I've been to several funerals and graveside services since I've been in OK. They're very different from funerals I've been to in TN, where I've been to probably more than a hundred funerals/services. I don't know if it's actually cultural differences or if it's the natural evolution these social events.
On my way back home I called Mom and asked her if she'd noticed some of these changes. My mother, bless her heart, frequently inhabits LaLa Land. But she did suggest, "Well, you know, you are from the Bible belt. It's different here."
This amuses me because OK thinks they are the Bible belt, too. So does KS. And WV. And probably every other state that has a rural area with an active church.
Claiming to be the from the "buckle of the Bible Belt" just doesn't have the same ring to it when you move somewhere and they're quick to tell you that, no, they had that imaginary designation.
But these are just observations, not really the story I wanted to tell. (However, if you, too, have noticed an evolution of funeral services, please let me know that I'm not going crazy.)
The service lasted a little over an hour. I wasn't really prepared to entertain Baby in my arms for that long. I took my sling and she was content to pull four plastic bead necklaces out of her little black purse, put them on, take them off, put them back in the purse, and repeat for what had to be 25 minutes. After that point she was done being held. I opened up my bag and gave her a snack, but she was ready to get down and run.

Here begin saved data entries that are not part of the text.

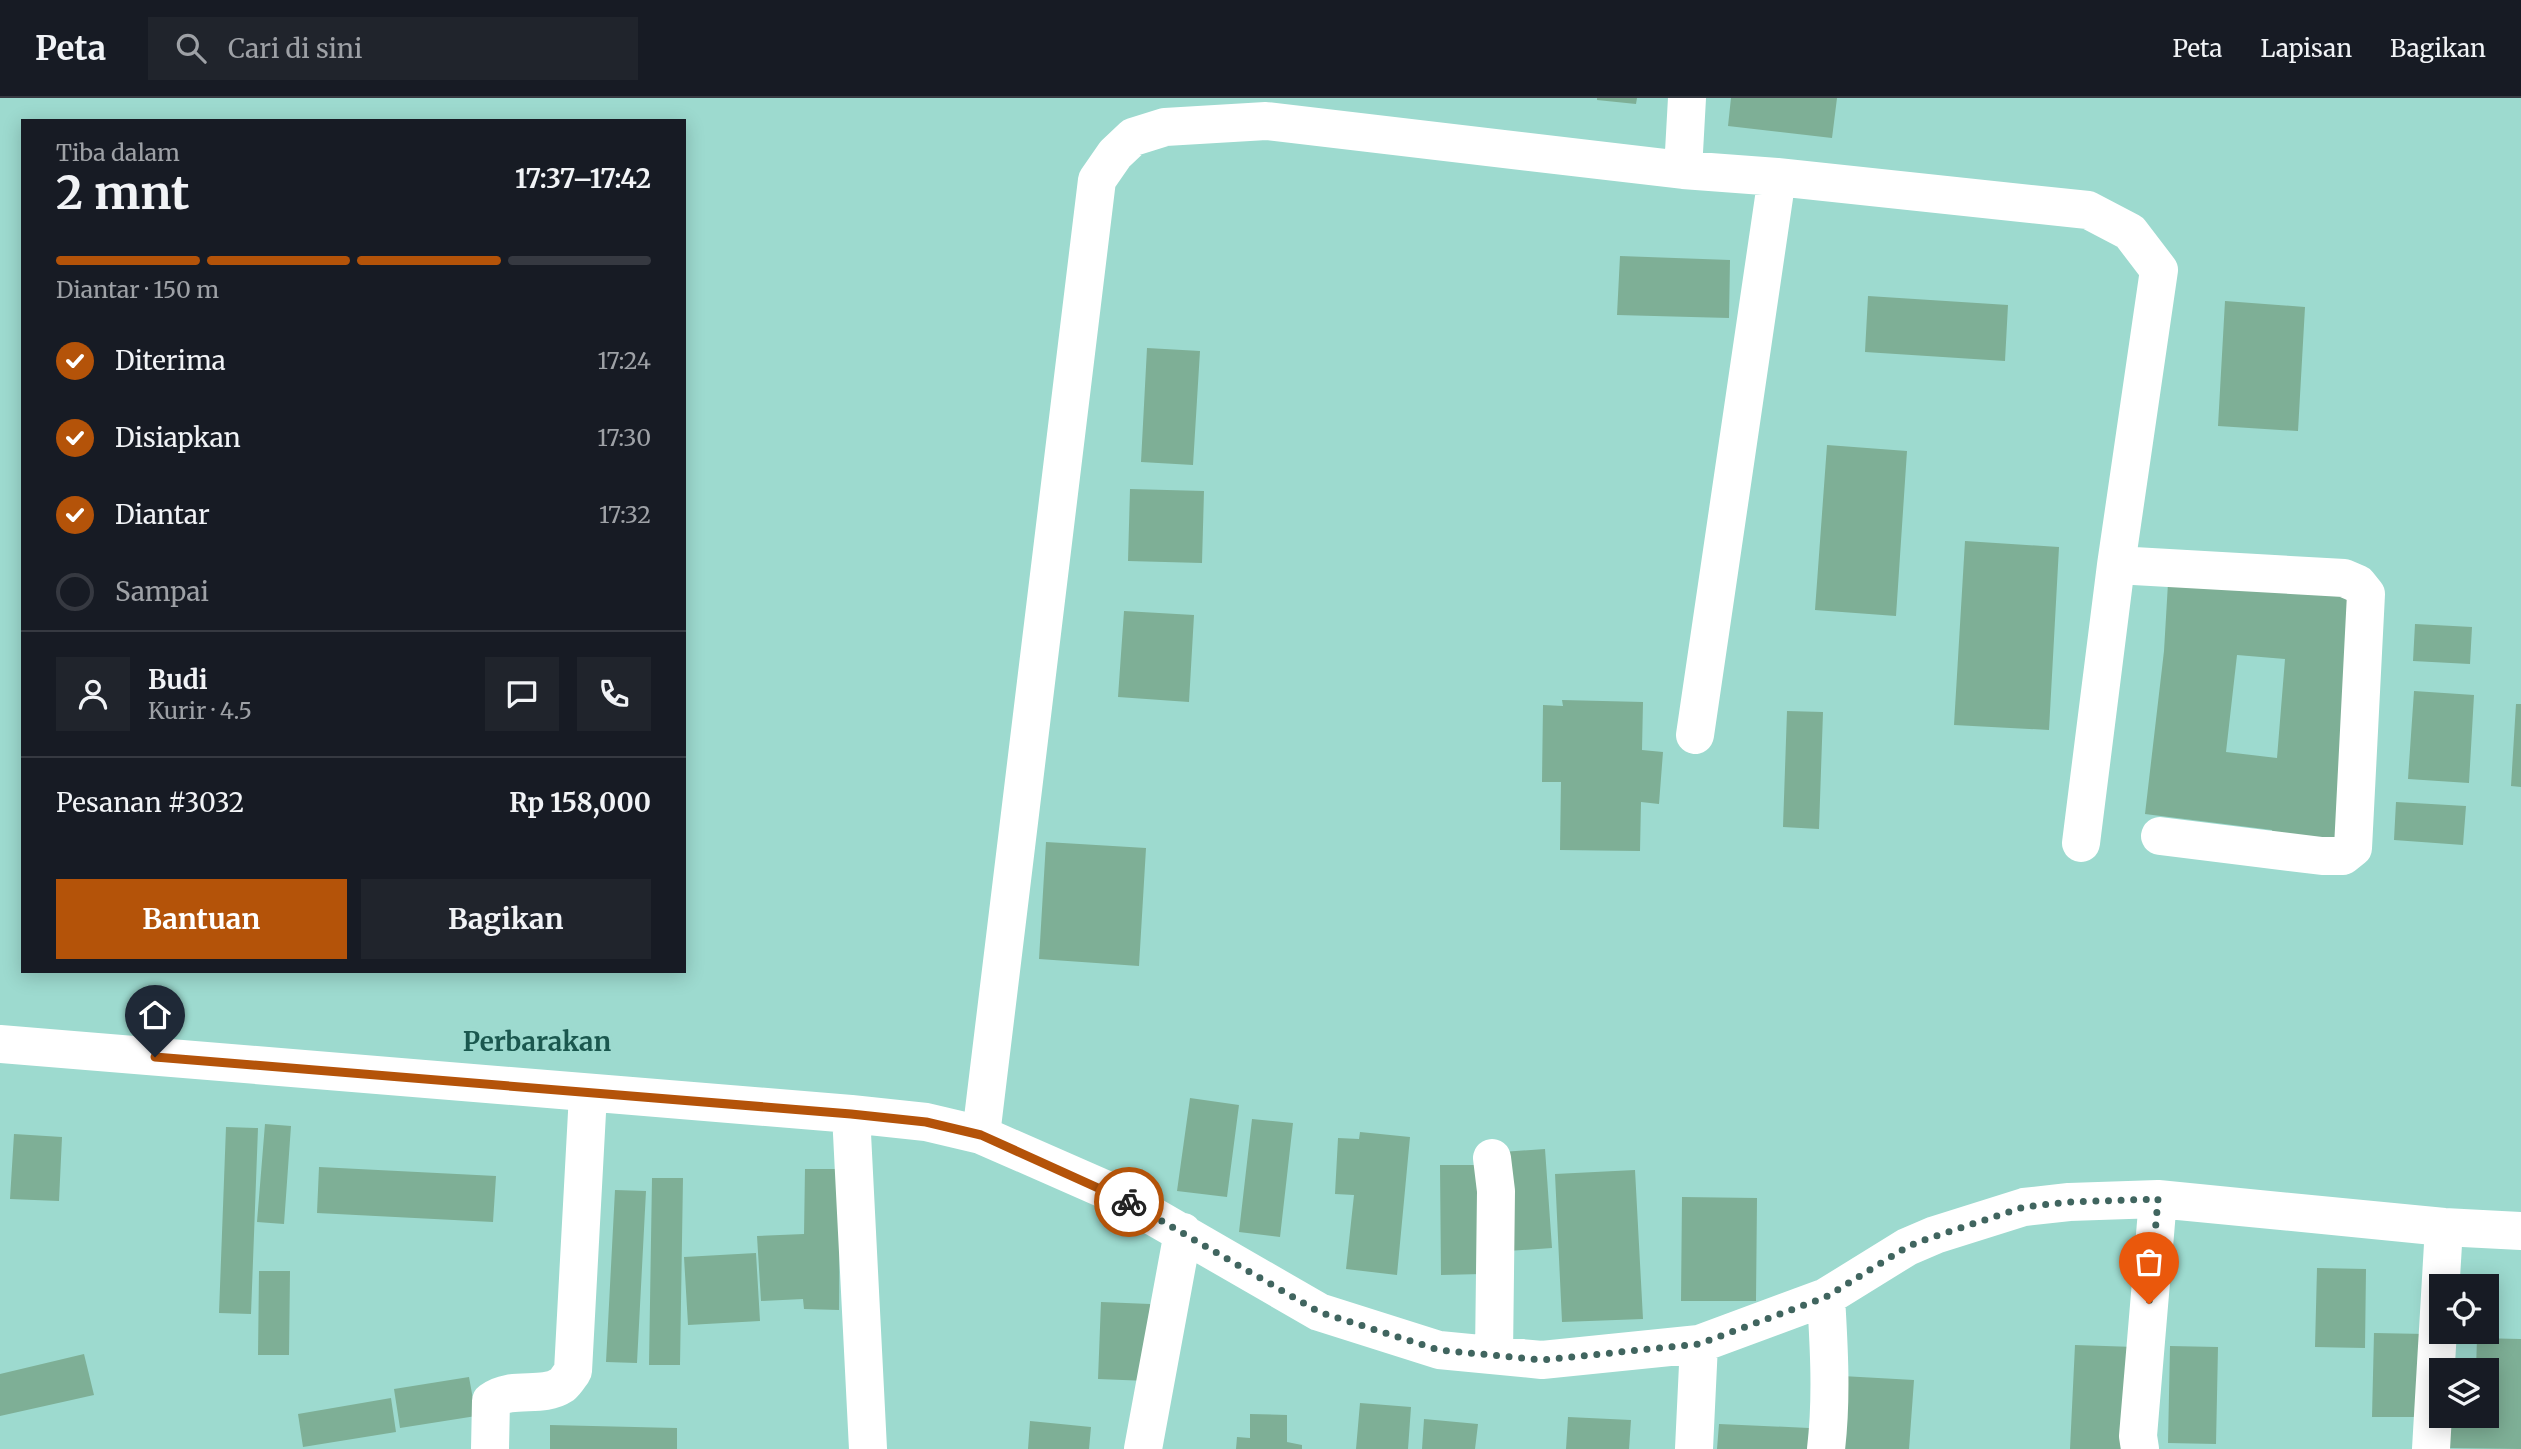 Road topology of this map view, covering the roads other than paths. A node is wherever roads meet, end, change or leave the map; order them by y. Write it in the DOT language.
graph roads {
  1 [pos="1688,98"];
  2 [pos="1267,110"];
  3 [pos="1683,170"];
  4 [pos="1777,177"];
  5 [pos="2116,565"];
  6 [pos="1695,735"];
  7 [pos="2160,836"];
  8 [pos="2081,843"];
  9 [pos="0,1044"];
  10 [pos="588,1094"];
  11 [pos="851,1114"];
  12 [pos="981,1135"];
  13 [pos="1492,1158"];
  14 [pos="2158,1199"];
  15 [pos="2444,1227"];
  16 [pos="2521,1231"];
  17 [pos="1182,1232"];
  18 [pos="1826,1297"];
  19 [pos="1699,1344"];
  20 [pos="1494,1355"];
  21 [pos="490,1449"];
  22 [pos="868,1449"];
  23 [pos="1143,1449"];
  24 [pos="1694,1449"];
  25 [pos="1826,1449"];
  26 [pos="2140,1449"];
  27 [pos="2431,1449"];
  1 -- 3 [label="street"];
  2 -- 3 [label="street"];
  2 -- 12 [label="street"];
  3 -- 4 [label="street"];
  4 -- 5 [label="street"];
  4 -- 6 [label="street"];
  5 -- 7 [label="street"];
  5 -- 8 [label="street"];
  9 -- 10 [label="street"];
  10 -- 11 [label="street"];
  10 -- 21 [label="street"];
  11 -- 12 [label="street"];
  11 -- 22 [label="street"];
  12 -- 17 [label="street"];
  13 -- 20 [label="street"];
  14 -- 15 [label="street"];
  14 -- 18 [label="street"];
  14 -- 26 [label="street"];
  15 -- 16 [label="street"];
  15 -- 27 [label="street"];
  17 -- 20 [label="street"];
  17 -- 23 [label="street"];
  18 -- 19 [label="street"];
  18 -- 25 [label="street"];
  19 -- 20 [label="street"];
  19 -- 24 [label="street"];
}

I pulled my baby leash out of the bag and strapped her in. We walked around behind the service (so not to be that much more of a distraction). I was secretly proud that she didn't want to pick all of the plastic flowers from the vases on the flat-to-the-ground headstones. Although I would have argued that she would've gotten more enjoyment out of plastic flowers than, say, dead people; we didn't have to have the "no, honey, that is disrespectful" conversation. She was content to walk around and dust off the leaves and dirt from the headstones.
About 25 yards away from where they were burying my friend's Dad there was a little white Mary statue. Baby saw it and led me over there. She was babbling and picking up leaves and doing her own thing. I was paying halfway attention and also reflecting on cultural differences and similarities in burying the people we love.
About that time we were over at the statue. She stopped and looked up at me. I looked at her. She said, "Babies?"
I looked down. She was right.
We were standing next to the statue of Mary, who was overlooking more than twenty infant graves.
"Yes, honey. These are the babies."
And she continued to play and dust their headstones from leaves and dirt.
This really jerked me out of my daydreams. How had she known? Although I'd like to think that she's brilliant and was doing the math on the headstones, I know that's not the case. I also know that there's no explanation. She just knew.
Like all things with a toddler - we moved on to play with something else, to walk in a different part of the cemetery. But several times in the next thirty minutes she'd look over to that area and point, "Babies?"
My boss and I carpooled to the service. After it was over I told her about the babies and she went pale and got big eyes, then changed the subject. I tried to bring it up again, but she didn't want to talk about it.
There were other infants buried in the cemetery - scattered in with everybody else. She didn't say anything else in particular about those graves. But she knew when they were all together.
That's my different and strange story for the day.